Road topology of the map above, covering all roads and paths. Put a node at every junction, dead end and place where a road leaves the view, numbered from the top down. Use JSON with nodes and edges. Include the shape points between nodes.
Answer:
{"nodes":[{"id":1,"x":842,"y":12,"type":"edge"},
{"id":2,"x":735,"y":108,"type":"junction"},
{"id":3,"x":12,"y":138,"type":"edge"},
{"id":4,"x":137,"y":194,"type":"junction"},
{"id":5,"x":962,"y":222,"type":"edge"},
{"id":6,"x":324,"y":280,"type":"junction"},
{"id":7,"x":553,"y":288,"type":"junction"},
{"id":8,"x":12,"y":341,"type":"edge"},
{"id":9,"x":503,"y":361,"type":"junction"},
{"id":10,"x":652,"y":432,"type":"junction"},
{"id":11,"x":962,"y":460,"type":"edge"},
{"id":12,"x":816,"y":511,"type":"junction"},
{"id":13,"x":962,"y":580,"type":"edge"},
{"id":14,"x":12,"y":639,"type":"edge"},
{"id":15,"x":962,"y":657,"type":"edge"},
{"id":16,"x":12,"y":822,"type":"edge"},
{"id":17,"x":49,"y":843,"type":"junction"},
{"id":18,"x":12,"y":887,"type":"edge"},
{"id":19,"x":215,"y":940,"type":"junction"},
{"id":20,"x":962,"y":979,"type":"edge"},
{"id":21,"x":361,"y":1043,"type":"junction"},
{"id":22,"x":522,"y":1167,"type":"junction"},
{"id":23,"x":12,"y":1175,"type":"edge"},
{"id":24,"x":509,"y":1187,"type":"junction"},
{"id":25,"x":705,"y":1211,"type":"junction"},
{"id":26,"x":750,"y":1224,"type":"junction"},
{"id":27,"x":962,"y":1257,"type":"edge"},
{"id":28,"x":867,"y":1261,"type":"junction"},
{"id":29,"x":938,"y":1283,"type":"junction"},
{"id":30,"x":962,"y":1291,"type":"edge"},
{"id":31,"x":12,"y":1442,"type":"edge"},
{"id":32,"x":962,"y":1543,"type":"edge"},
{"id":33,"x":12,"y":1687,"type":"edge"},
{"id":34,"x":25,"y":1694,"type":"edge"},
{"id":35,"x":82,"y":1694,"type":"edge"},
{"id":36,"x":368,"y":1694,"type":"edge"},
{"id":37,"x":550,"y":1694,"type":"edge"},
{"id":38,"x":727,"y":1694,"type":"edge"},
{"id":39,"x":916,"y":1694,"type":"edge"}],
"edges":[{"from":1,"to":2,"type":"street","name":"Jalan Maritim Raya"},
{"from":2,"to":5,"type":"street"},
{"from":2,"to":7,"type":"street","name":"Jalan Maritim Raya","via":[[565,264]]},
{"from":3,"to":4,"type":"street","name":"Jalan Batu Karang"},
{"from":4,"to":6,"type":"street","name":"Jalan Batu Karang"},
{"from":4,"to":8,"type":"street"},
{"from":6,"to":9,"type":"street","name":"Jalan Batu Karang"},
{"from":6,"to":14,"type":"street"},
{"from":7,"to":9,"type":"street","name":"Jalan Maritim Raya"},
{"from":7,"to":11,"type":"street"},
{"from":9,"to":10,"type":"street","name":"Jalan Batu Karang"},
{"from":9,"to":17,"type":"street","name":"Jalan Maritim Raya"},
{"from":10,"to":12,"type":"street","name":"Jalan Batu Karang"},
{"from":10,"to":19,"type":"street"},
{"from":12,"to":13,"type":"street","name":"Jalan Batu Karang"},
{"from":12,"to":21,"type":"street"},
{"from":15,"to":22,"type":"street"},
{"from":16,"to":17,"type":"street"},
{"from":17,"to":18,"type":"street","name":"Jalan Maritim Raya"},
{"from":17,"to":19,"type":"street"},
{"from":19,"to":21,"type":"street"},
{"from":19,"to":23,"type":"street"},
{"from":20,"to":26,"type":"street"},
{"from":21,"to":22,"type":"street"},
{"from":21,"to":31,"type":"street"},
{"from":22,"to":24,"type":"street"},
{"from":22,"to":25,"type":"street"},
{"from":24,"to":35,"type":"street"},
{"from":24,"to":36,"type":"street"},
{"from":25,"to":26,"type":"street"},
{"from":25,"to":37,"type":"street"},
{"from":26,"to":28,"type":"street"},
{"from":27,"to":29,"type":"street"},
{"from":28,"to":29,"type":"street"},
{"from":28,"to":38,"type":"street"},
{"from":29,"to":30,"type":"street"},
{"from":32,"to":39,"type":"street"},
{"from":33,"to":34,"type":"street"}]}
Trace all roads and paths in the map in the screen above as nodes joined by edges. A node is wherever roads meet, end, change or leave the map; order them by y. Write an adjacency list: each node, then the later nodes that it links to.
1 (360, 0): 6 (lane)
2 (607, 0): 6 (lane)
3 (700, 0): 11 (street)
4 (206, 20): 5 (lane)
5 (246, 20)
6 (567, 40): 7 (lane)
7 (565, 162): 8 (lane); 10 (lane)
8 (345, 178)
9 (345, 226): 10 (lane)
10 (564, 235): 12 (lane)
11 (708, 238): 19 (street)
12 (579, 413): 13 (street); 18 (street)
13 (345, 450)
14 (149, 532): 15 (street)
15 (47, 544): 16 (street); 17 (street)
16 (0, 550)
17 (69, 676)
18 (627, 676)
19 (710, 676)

ASSIGNMENT: Before answering, count every line of the data that holds the word "lane"; the reply is that number only.

RESULT: 7